**What you have to do**
The copy has to match the data exactly and leave out every picture.

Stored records
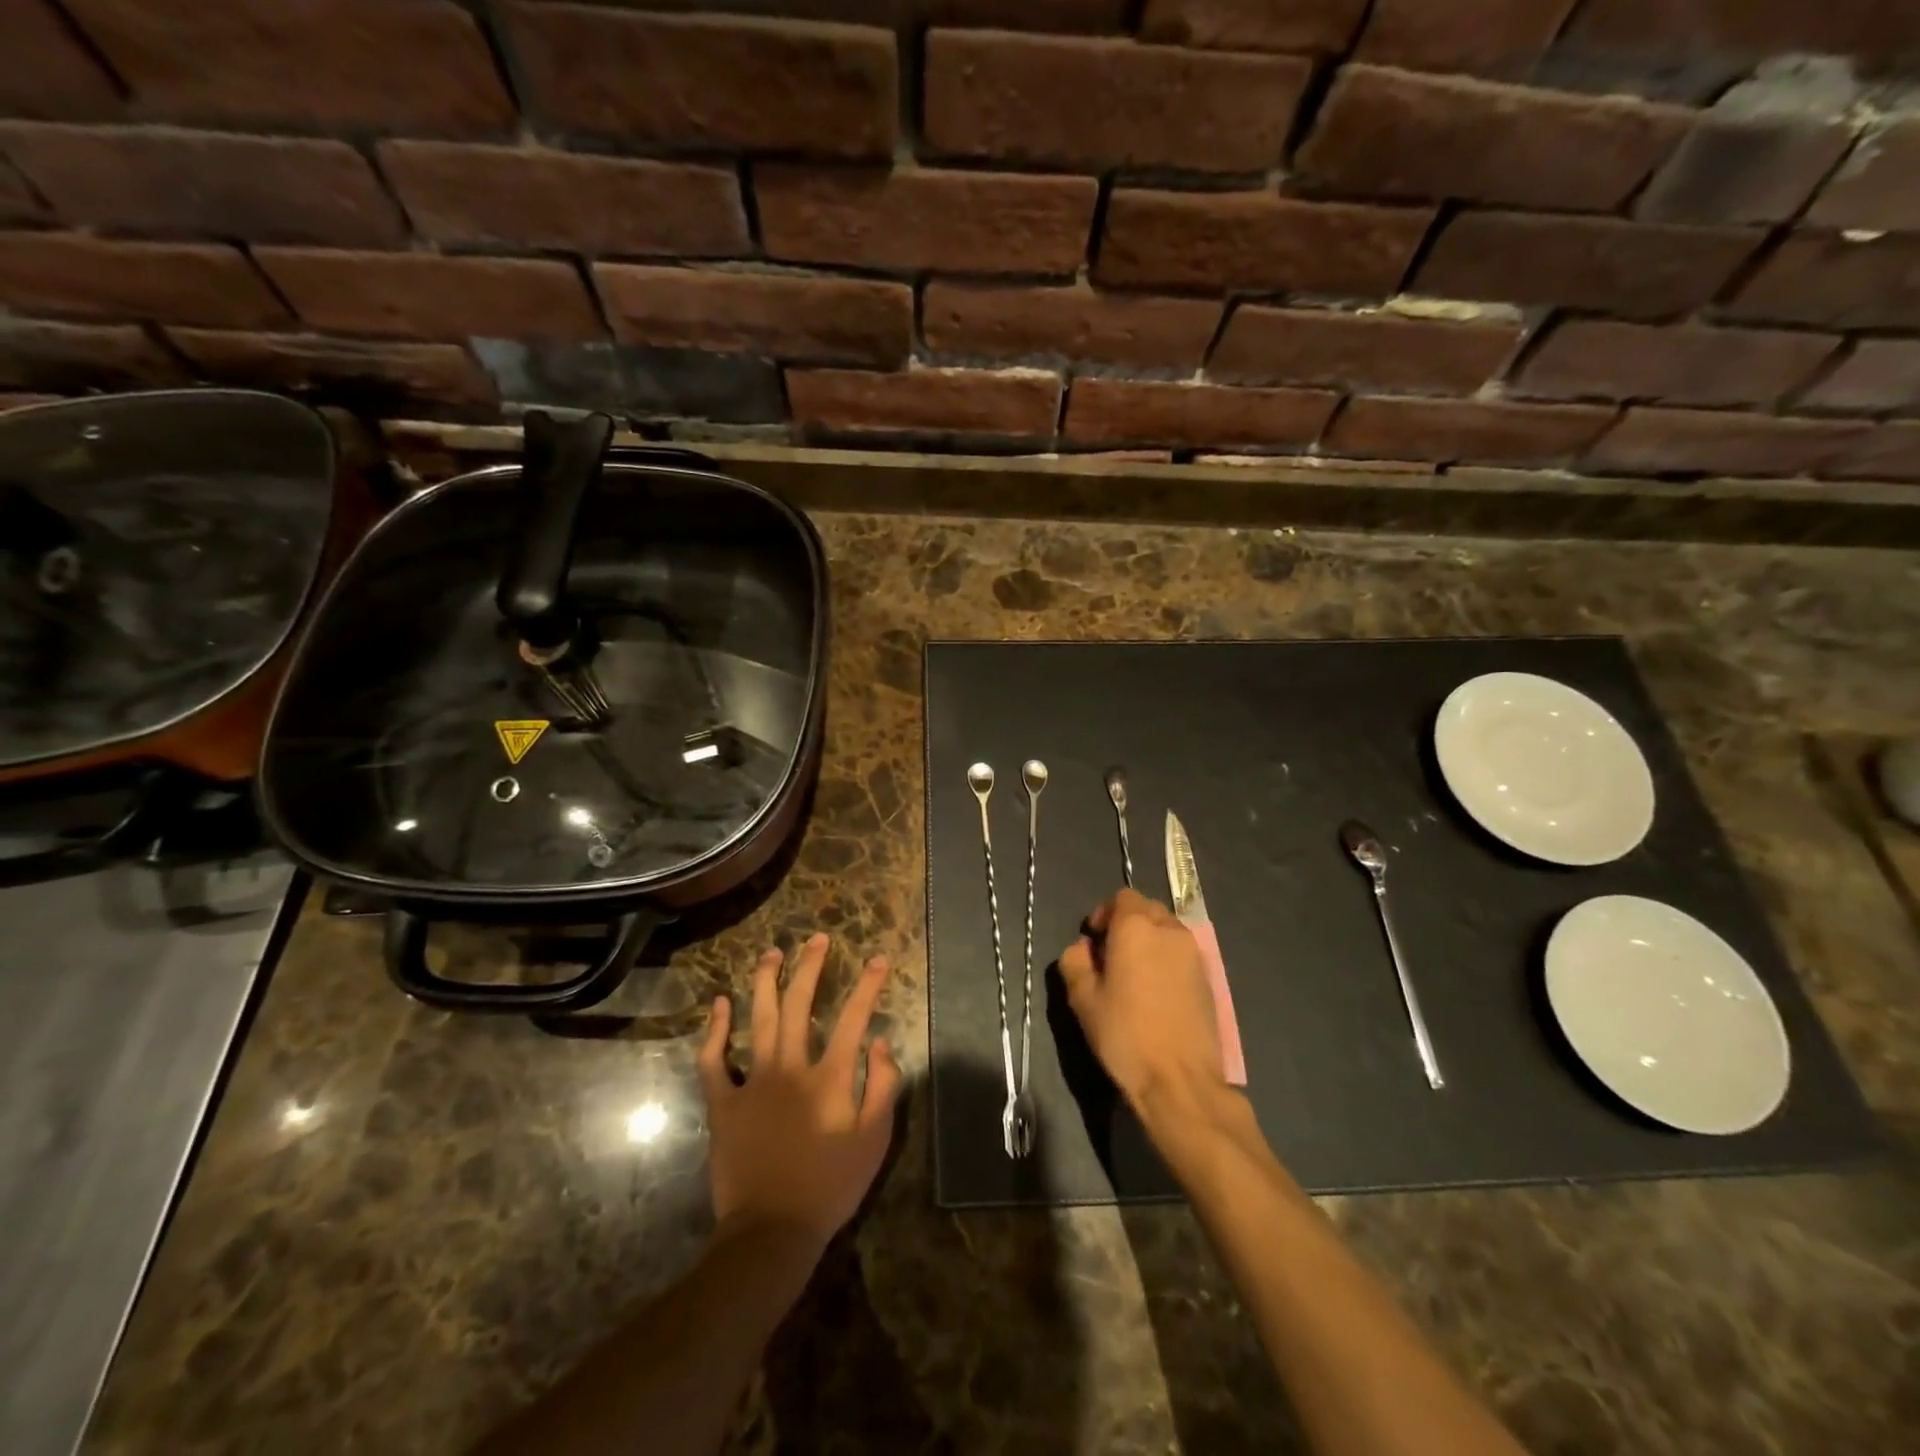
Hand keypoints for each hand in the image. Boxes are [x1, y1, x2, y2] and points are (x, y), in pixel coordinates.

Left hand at [697, 933, 900, 1253]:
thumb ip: (883, 1087)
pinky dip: (716, 1030)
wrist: (771, 1231)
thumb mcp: (874, 1141)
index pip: (854, 1019)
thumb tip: (881, 1042)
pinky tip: (720, 1004)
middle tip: (817, 939)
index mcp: (829, 1078)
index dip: (868, 986)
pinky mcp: (723, 1103)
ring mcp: (752, 1082)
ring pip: (758, 1019)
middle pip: (799, 1005)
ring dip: (765, 982)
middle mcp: (790, 1068)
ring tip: (772, 953)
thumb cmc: (830, 1187)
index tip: (878, 959)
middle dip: (810, 967)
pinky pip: (714, 1060)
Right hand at [1058, 888, 1225, 1112]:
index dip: (1104, 914)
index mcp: (1136, 927)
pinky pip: (1182, 952)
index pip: (1121, 898)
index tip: (1093, 941)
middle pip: (1146, 909)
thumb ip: (1075, 962)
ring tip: (1134, 975)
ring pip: (1167, 930)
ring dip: (1149, 940)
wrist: (1180, 1079)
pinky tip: (1156, 991)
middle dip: (1127, 924)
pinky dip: (1166, 959)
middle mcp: (1169, 930)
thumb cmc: (1125, 1034)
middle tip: (1111, 956)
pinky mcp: (1209, 977)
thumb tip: (1083, 949)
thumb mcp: (1082, 999)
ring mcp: (1194, 953)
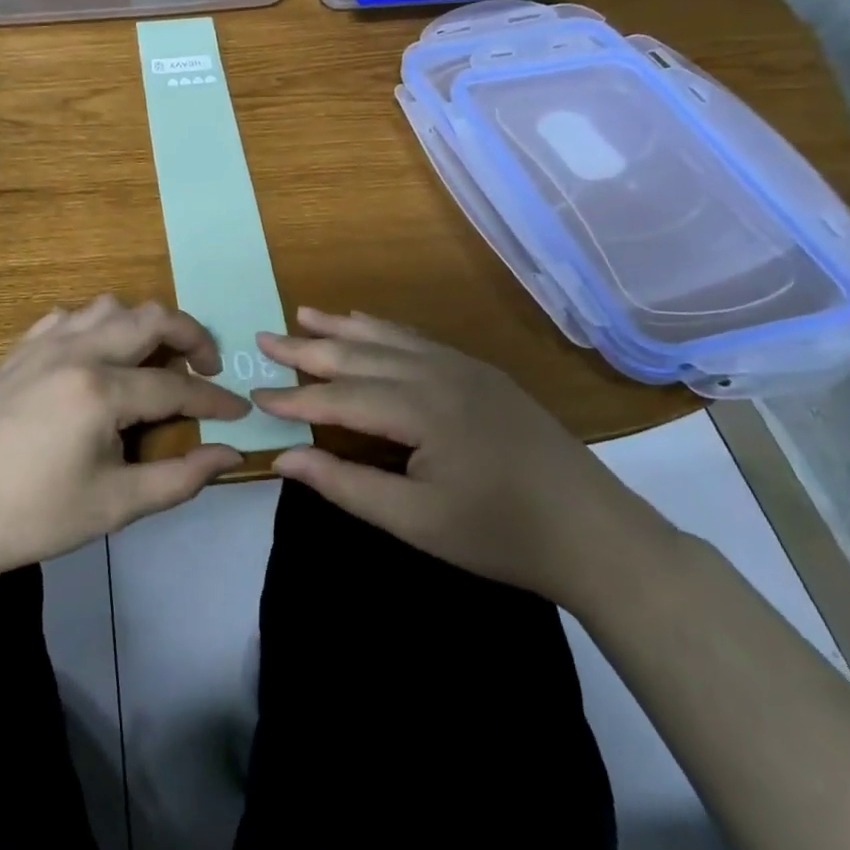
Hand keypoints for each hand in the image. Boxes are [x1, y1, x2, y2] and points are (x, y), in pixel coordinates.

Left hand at [0, 296, 250, 586]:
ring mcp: (40, 345)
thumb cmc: (31, 517)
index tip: (238, 412)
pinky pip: (68, 317)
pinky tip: (95, 357)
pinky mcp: (16, 351)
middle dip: (191, 336)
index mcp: (100, 391)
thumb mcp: (114, 506)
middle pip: (150, 319)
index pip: (177, 387)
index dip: (215, 400)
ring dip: (142, 325)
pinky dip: (97, 326)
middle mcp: (75, 352)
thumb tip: (230, 455)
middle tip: (206, 367)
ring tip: (153, 359)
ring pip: (108, 307)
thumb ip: (180, 478)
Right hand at [253, 307, 658, 606]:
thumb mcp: (416, 522)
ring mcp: (464, 368)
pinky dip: (385, 330)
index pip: (340, 397)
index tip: (254, 394)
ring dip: (343, 329)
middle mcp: (439, 374)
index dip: (295, 398)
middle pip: (360, 356)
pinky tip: (368, 324)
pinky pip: (420, 340)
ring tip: (305, 314)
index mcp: (421, 409)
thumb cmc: (500, 535)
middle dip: (308, 349)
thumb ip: (346, 484)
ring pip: (390, 339)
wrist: (595, 533)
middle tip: (264, 338)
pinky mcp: (482, 374)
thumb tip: (285, 458)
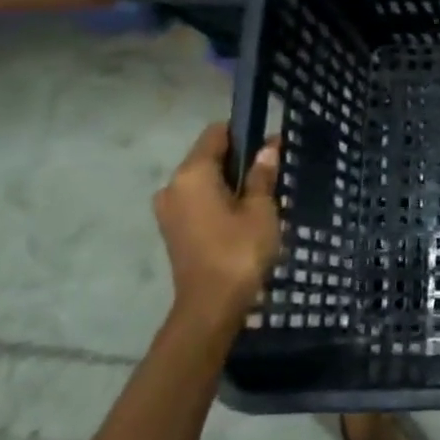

**Answer**
Hand keypoints for each hand in the image. Boxes are [x1, y1, x2, y2] and points are (x, y), in pixel coordinates.

Left hand at [697, 933, 900, 1253]:
thumb ip: (883, 1087)
pinky dip: (716, 1030)
wrist: (771, 1231)
thumb mcp: (874, 1141)
index pip: (854, 1019)
thumb tip: (881, 1042)
pinky tip: (720, 1004)
middle tip: (817, 939)
index mcp: (829, 1078)
index dip: (868, 986)
pinky mcp: (723, 1103)
ring mcp: (752, 1082)
ring pip: (758, 1019)
middle pip: (799, 1005)
ring dip: (765, 982)
middle mcp: (790, 1068)
ring tip: (772, 953)
thumb cmc: (830, 1187)
index tip: (878, 959)
middle dip: (810, 967)
pinky pip: (714, 1060)
Right hand at [1058, 888, 1225, 1112]:
index dip: (1104, 914)
index mcp: (1136, 927)
pinky pip: (1182, 952)
index pip: (1121, 898)
index tip: (1093, 941)
middle pip: (1146, 909)
thumb ip: (1075, 962)
ring tip: (1134, 975)
ring pip: (1167, 930)
ring dip: (1149, 940)
wrist: (1180, 1079)
pinky tip: (1156, 991)
middle dip: (1127, 924)
pinky dip: (1166, 959)
middle mcp: (1169, 930)
thumb cmc: (1125, 1034)
middle tip: (1111, 956)
pinky mcp: (1209, 977)
thumb tip: (1083, 949)
thumb mcp: (1082, 999)
ring mcp: (1194, 953)
Hand keypoints for each hand in the image. Boxes are [x1, y1, x2, y2] and points are (x, y), in pixel coordinates.

Left hand at [0, 296, 250, 586]:
ring mcp: (40, 345)
thumb cmc: (31, 517)
index tip: (238, 412)
pinky pip: (68, 317)
pinky tip: (95, 357)
pinky mcp: (16, 351)
middle dip: (191, 336)
index mcp: (100, 391)
thumb mcp: (114, 506)
middle pip: (150, 319)
index pip: (177, 387)
index dip: (215, 400)
ring dip: (142, 325)
pinky dip: (97, 326)
middle mcp: (75, 352)
thumb tip: (230, 455)
middle tip: (206, 367)
ring tip: (153, 359)
ring pip: (108, 307)
thumb ip: (180, 478)
Right hand at [253, 307, 658, 606]:
thumb mcp: (416, 522)
ring mcp: (464, 368)
pinky dip: (385, 330)
index pip: (340, 397)
index tip: (254, 394)
ring dip: (343, 329)
middle mcp: (439, 374)
index dip: (295, 398)
middle pip: (360, 356)
pinky tip: (368, 324)
pinky pip: (420, 340)
ring tip: (305, 314)
index mcp: (421, 409)
thumb cmc: (500, 535)
middle dip: (308, 349)
thumb ip: (346, 484)
ring pip: (390, 339)
wrist: (595, 533)
middle tip: (264, 338)
pinky mcp: (482, 374)
thumb tip: (285, 458)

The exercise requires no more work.